I read this book for the Japanese Literature Challenge 18.
In the Shade of Spring Leaves: The Life and Writings of Higuchi Ichiyo - Robert Lyons Danly
Higuchi Ichiyo (born Natsuko) was the first woman professional writer of Japan’s modern era. Her formidable visage was on the ¥5000 note until July, 2024. Dying of TB at only 24 years of age, she left only a long diary, some poetry, and a handful of stories. The Japanese, at least up to about 50 years ago, liked her diary for its wistful tone and attention to the details of everyday life. But Higuchi’s reputation has been high among literary scholars and Danly claims that she
…cut a wide swath through Meiji letters. Her grasp of high Heian, her love of low Edo were almost legendary, but she was still sui generis. In her bold and idiosyncratic style, she had rediscovered a way to be serious in fiction, something nearly two-hundred years' worth of writers had forgotten. She returned the novel to the province of the heart.

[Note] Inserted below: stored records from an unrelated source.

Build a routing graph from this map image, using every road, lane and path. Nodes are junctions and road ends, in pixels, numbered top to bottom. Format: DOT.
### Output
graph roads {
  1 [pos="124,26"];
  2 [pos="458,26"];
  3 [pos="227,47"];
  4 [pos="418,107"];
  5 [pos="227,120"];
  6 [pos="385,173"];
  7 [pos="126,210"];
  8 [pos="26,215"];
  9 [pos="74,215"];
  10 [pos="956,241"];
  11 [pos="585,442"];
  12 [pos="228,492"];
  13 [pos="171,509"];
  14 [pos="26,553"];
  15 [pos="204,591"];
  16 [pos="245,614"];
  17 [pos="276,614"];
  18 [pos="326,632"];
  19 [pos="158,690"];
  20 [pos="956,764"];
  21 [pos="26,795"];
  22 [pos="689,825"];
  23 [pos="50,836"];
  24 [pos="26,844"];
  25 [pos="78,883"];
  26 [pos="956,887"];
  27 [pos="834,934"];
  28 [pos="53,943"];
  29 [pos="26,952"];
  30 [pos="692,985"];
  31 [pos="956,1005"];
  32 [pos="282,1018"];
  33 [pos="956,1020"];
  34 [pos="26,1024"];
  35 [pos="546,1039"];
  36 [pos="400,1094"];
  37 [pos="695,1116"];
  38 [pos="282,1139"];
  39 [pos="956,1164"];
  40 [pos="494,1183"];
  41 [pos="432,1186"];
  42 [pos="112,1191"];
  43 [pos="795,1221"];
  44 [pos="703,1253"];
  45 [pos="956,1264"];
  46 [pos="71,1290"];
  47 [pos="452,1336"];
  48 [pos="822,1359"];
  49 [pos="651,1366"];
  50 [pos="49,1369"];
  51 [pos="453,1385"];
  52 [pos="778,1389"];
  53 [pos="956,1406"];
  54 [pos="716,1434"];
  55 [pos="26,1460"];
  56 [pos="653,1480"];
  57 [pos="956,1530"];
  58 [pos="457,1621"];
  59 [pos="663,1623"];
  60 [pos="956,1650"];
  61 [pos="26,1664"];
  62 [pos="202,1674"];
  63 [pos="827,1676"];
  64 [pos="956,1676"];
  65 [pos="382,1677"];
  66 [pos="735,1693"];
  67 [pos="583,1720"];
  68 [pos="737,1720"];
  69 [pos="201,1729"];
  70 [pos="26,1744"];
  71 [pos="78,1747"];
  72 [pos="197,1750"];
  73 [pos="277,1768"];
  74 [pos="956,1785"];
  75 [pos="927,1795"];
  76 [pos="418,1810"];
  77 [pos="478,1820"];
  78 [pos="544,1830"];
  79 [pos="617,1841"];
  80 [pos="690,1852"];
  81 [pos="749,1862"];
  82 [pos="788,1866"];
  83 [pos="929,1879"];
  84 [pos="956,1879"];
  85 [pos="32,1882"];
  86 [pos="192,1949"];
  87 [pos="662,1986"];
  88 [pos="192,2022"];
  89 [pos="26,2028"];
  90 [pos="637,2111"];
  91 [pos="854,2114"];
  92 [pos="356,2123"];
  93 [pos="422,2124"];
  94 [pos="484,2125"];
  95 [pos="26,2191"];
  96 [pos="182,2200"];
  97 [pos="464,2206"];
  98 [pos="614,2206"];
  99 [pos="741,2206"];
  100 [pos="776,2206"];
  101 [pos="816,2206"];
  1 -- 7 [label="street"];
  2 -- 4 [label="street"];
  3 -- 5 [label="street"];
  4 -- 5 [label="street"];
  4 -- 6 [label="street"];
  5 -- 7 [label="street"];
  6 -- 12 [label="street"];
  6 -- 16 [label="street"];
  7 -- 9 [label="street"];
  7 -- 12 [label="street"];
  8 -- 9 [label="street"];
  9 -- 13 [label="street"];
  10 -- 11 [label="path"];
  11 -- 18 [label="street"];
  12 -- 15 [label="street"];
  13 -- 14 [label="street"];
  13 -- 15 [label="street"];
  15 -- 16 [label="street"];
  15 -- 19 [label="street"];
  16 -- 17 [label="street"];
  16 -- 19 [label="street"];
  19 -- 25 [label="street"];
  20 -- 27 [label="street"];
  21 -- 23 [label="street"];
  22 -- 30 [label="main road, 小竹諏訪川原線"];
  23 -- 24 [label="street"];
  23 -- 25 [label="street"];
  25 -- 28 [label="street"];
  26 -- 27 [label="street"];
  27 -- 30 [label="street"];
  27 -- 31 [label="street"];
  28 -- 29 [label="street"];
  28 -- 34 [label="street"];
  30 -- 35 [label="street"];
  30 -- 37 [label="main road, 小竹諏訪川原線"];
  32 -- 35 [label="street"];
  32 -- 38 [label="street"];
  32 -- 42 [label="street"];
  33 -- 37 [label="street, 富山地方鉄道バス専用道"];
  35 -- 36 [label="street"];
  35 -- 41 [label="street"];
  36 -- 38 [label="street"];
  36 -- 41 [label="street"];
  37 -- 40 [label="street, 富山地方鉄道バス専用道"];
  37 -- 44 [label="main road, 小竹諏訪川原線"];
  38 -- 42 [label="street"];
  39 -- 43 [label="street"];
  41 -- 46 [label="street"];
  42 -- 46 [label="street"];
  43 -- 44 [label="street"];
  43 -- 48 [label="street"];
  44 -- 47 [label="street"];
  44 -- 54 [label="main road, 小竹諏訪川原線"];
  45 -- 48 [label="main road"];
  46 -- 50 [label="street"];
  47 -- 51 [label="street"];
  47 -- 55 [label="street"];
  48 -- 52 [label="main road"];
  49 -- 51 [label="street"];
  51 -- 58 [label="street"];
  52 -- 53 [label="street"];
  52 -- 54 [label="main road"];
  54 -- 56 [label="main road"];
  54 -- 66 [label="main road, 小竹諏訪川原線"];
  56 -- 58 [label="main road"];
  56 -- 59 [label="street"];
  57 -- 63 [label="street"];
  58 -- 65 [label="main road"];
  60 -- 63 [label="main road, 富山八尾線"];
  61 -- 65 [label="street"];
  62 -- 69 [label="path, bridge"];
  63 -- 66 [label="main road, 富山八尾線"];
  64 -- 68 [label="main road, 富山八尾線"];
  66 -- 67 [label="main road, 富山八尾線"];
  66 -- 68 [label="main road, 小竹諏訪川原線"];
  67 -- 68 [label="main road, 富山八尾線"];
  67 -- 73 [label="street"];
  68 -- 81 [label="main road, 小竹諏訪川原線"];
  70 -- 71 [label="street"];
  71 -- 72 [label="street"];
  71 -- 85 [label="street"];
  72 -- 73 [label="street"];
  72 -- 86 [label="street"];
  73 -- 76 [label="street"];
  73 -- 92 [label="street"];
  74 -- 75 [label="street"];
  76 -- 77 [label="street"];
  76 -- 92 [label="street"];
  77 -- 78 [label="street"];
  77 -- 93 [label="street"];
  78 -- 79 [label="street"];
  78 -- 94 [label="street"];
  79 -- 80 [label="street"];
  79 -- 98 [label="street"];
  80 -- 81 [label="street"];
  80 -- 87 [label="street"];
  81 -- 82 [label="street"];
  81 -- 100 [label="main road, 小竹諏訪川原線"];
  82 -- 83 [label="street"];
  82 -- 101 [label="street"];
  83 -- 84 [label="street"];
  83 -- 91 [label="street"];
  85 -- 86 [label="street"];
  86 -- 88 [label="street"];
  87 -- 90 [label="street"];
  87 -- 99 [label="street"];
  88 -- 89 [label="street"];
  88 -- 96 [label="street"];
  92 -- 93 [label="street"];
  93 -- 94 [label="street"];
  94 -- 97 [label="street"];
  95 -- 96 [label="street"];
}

The first section of this book is a short critical biography. She was an extremely bright child and avid reader. In the very early Meiji period her father enrolled her in schools that gave her an extensive grounding in the Chinese and Japanese classics. After dramatic personal struggles and artistic wrong turns, she forged a voice that combined the resources of traditional literature with themes related to modern Japan.
The book also presents Danly’s translations of nine of
her stories. The characters are people in adversity, excluded from advantages
and stability. Because of their precarity, they have a strong sense of the
transience and fragility of their own existence. The stories are annotated
clearly with notes for readers who don’t what the Yoshiwara was.